Adventures from across the pond and advice acquired thereA blog post by Carl.
From May 12th to June 12th, I have the privilege to travel in Europe with my grandfather. We stayed in bread and breakfasts and visited Normandy, Paris, Rheims, London, Norwich, Canterbury, Yorkshire, Edinburgh, Chester, Wales, and Salisbury. While there, I saw several things which relate to our research. On the continent, we visited several monastic structures, including Mont St. Michel Abbey and the Basilica of Saint Denis in Paris.
While in England, we also visited several former monastic sites. However, most (excluding monastic cathedrals) were in ruins. When we investigated the scene of the crime, the culprit was, without exception, Henry VIII. In many places, we found streets named after the greyfriars or the blackfriars, but there were no medieval friaries to be found.

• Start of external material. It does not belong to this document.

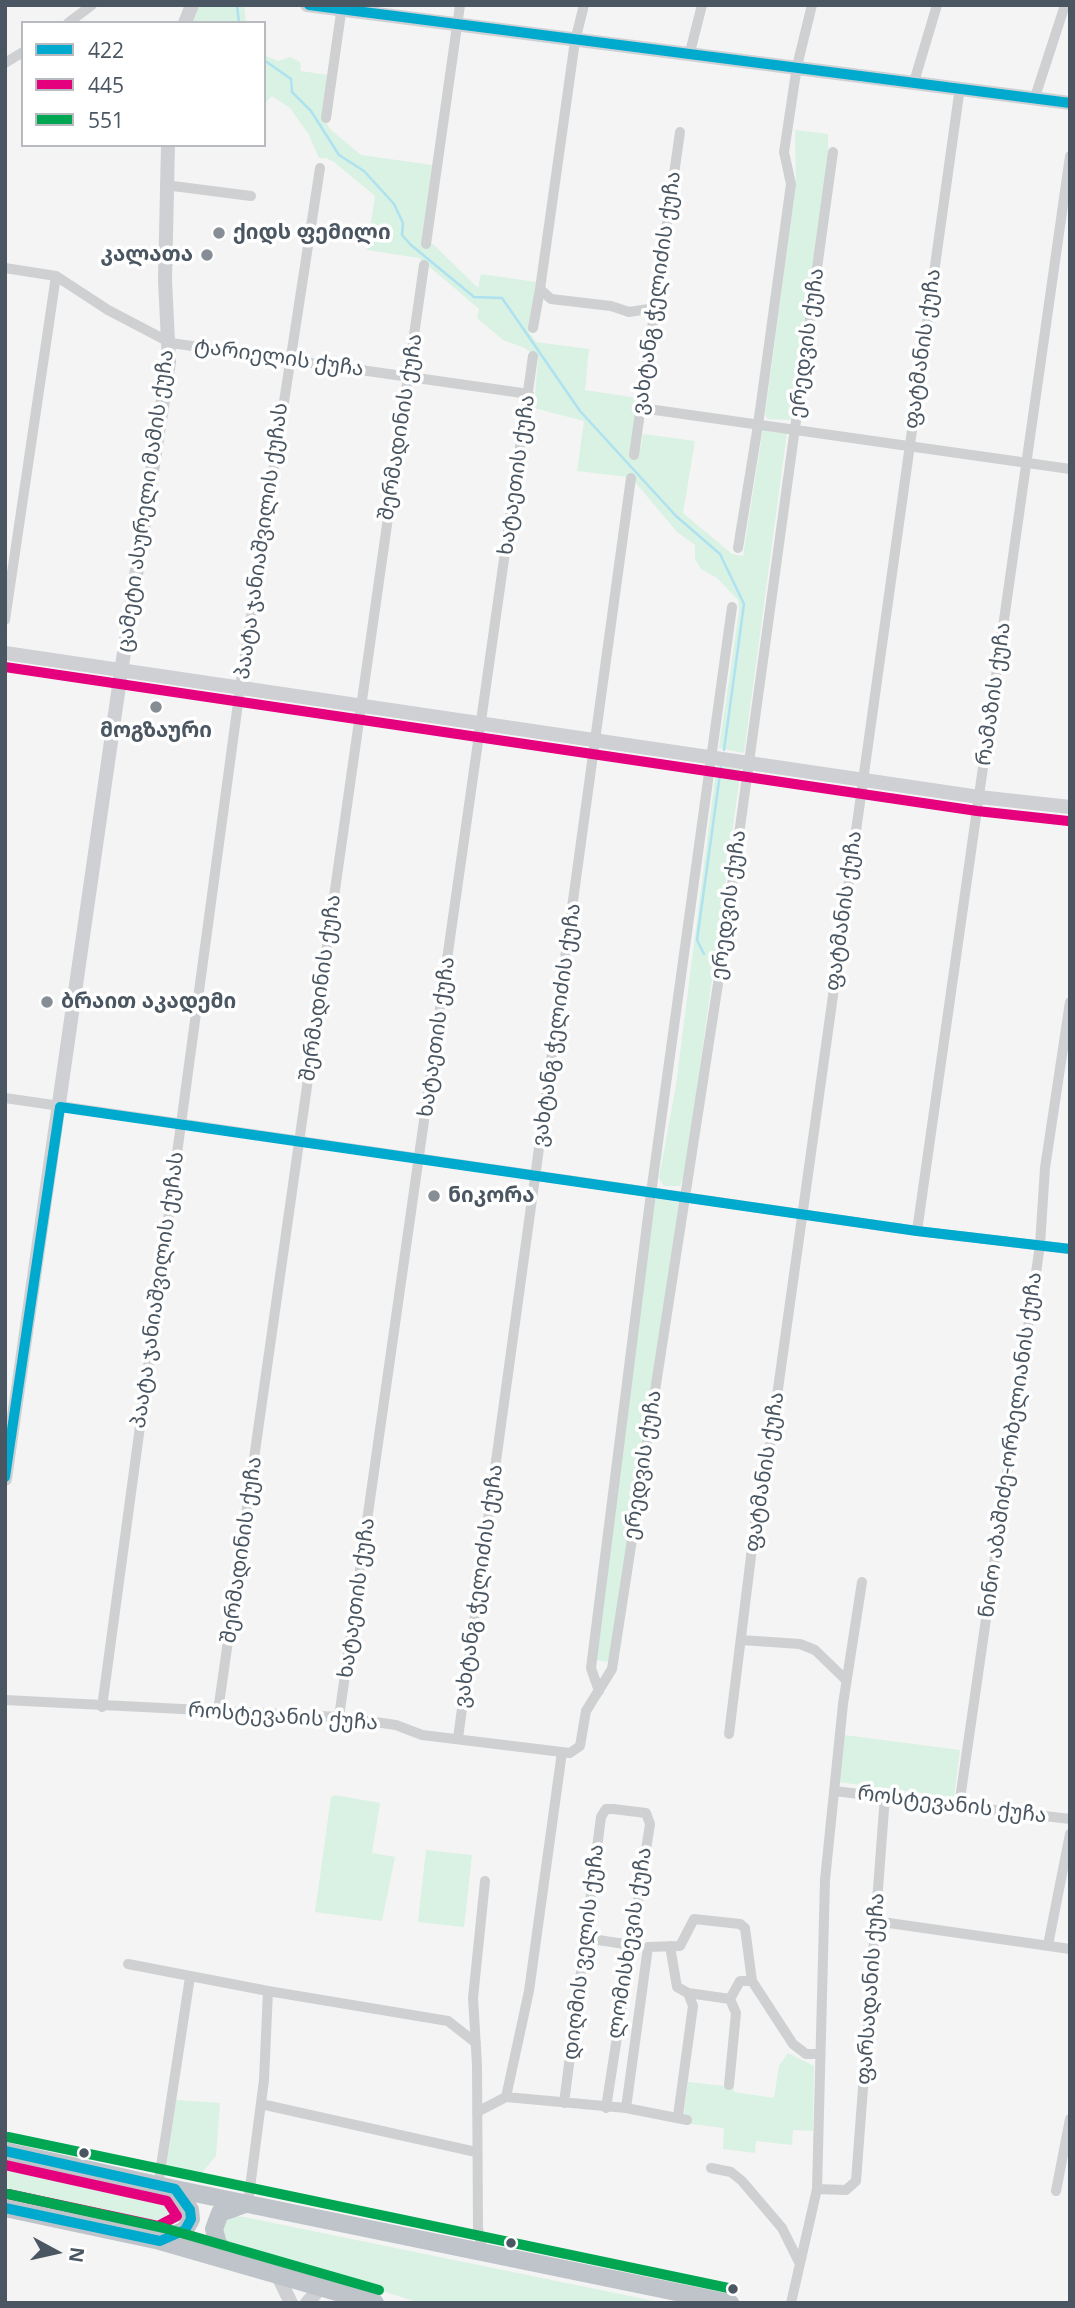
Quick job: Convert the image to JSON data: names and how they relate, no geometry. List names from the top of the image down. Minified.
{"streets":{"street":["ვახტანგ ჭელიძის ქუჩა","ერედვის ქუჩა","ფატმანის ქუჩა","ტარიელის ქუჩა","შერმადინის ქუჩა","ხატაეთის ქუჩა","ცამეტი ასურელი მამის ქუჩა","პაატა ჯანიაშვილის ქუჩას","რამაზის ქუჩა","ნინო აბაშიძე-ორბელიანის ქუჩა","როსტევანის ქუჩა","ლომისხევის ქუჩა","დიღმის ველის ქუჩა","ფარსადანის ქუჩა"]},"crossings":[["ვახტანგ ჭელიძის ქუჩა","როსტევანის ქუჩა"],["ტარიელის ქუჩა","შერმადინის ქუჩა"],["ტარიელის ქუჩა","ხატაეთის ქუჩა"],["ტარიელის ქუჩა","ცამეტი ასურელი მამის ქუჩა"],["ტარიელის ქუჩა","პაატა ჯანიაშვილის ქუჩას"],["შერმადინის ქუჩა","როსტევანის ქუჩა"],["ხატაეთის ქუჩა","როსტევანის ქუჩა"],["პაატა ჯანიაშვილის ქუჩას","როსტევანის ქუჩა"],["ნინო აბაშიძე-ორბელიანის ქუჩა","როსტევანის ქუჩა"],["როსტევანის ქუჩა","ფარსადანის ქუჩა"],["ლომისხევის ქუჩა","დიღმის ველის ქუჩა"]],"places":["ქიდს ფემილი","კალათა","მოგზაური","ბრაით აკადემი","ნიკორა"],"lines":["transit line 422","transit line 445","transit line 551"],"legend":["422","445","551"],"north":"right"}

While on my way into the walled city of York, I remember ambling through the ruins of St. Mary’s Abbey. Its tall, gothic stone walls still stand, but grass grows within the former nave, and a field is all that remains of the cloister. Standing in the midst of the ruins, I could picture the wealth of the abbey, because the structure around me must have rivaled Yorkminster in size and grandeur. Instead of black-clad Benedictine monks, grey-cloaked pigeons now nest in the boughs of the once great structure.

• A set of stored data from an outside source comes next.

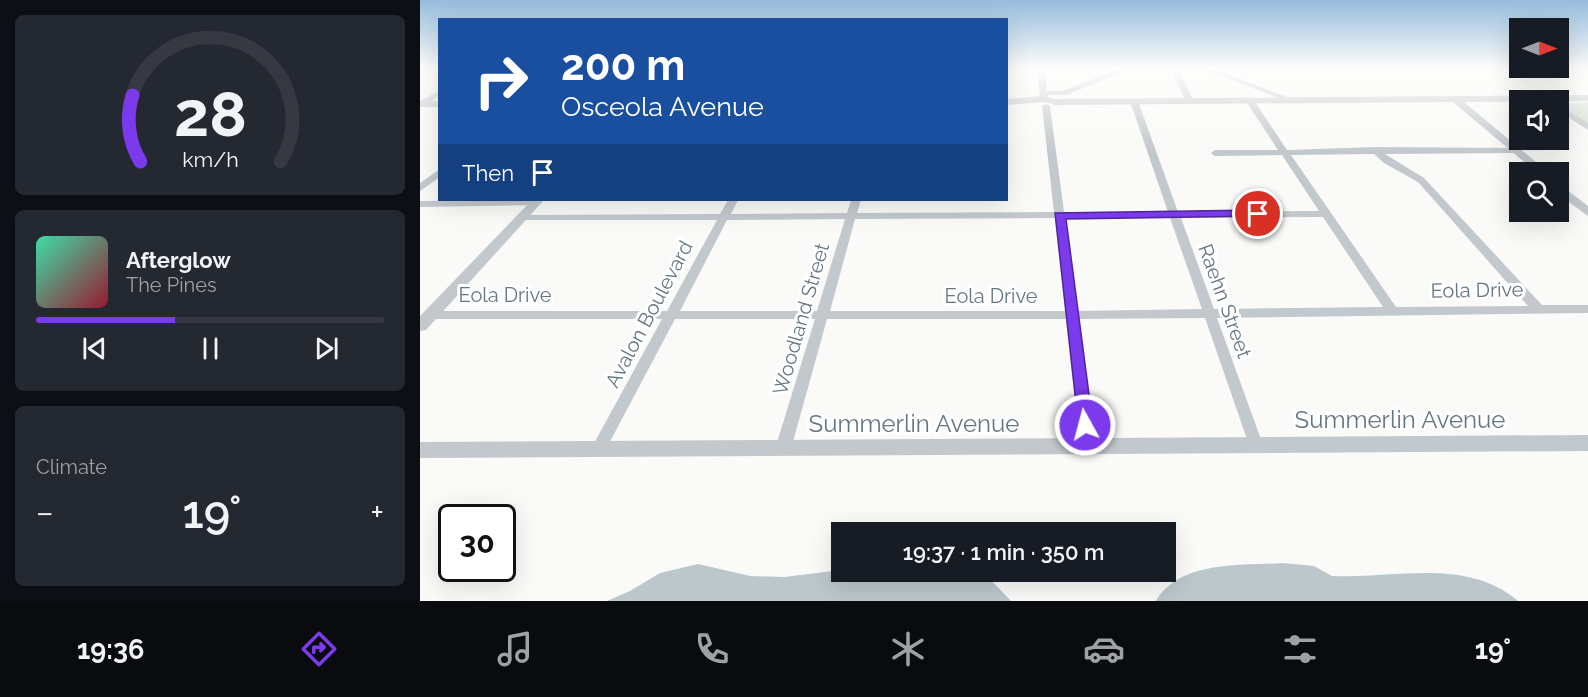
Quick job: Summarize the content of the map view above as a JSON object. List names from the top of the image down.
{
  "streets": {
    "street": [
      "Eola Drive",
      "Raehn Street",
      "Avalon Boulevard",
      "Woodland Street",
      "Summerlin Avenue"
    ]
  },
  "crossings": [
    ["Eola Drive", "Raehn Street"],
    ["Eola Drive", "Avalon Boulevard"],
    ["Eola Drive", "Woodland Street"],
    ["Raehn Street", "Summerlin Avenue"],
    ["Avalon Boulevard", "Summerlin Avenue"],
    ["Woodland Street", "Summerlin Avenue"]
  ],
  "north": "right",
  "page": {
    "turn": ["200 m", "Osceola Avenue"],
    "then": "Then",
    "song": ["Afterglow", "The Pines"],
    "tile": "Climate",
    "heat": ["−", "19°", "+"],
    "limit": "30",
    "trip": "19:37 · 1 min · 350 m",
    "tabs": ["19:36", "19°"],
    "gauge": ["28", "km/h"]
  }
}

In York, I had the privilege of having breakfast with Dr. Pete Biller, a professor of medieval history at the University of York, his wife, and his friend Mark Hearld, an artist. We talked a bit about medieval historians and my future plans in academia, but the conversation turned to the Breslauer project. He asked me why I had titled part of the blog “Gestae Breslauorum,” “deeds of the Breslauers,” and I explained the history of the Breslauer Bible and how it was given that name because Mr. Breslauer left USC the money with which to purchase the manuscript. Dr. Biller advised me to examine the methodologies used by researchers on similar projects, and told me to investigate a book called The Friars’ Libraries. He also suggested that I examine the Corpus English Medieval Library Catalogues and contact the British Academy’s current general editor and email him to ask if anyone is working on revising it. He recommended that I also look at the works of Neal Ker, an expert in paleography who has a catalogue of manuscripts which have been traced to their locations/owners of origin or use. We talked a bit about art in today’s world and in the past. Mark said he thought Yorkminster looked most beautiful from the outside when cast in beautiful evening or morning sun; later that evening, I saw how the orange glow of the setting sun turned the stone of the cathedral to various shades and found I agreed with him. The depth of medieval art never ceases to amaze me.
Over the next few weeks, I will continue to work on the project. I hope to get caught up with Dr. Gwara and Aaron soon. That’s all for now—thanks for reading!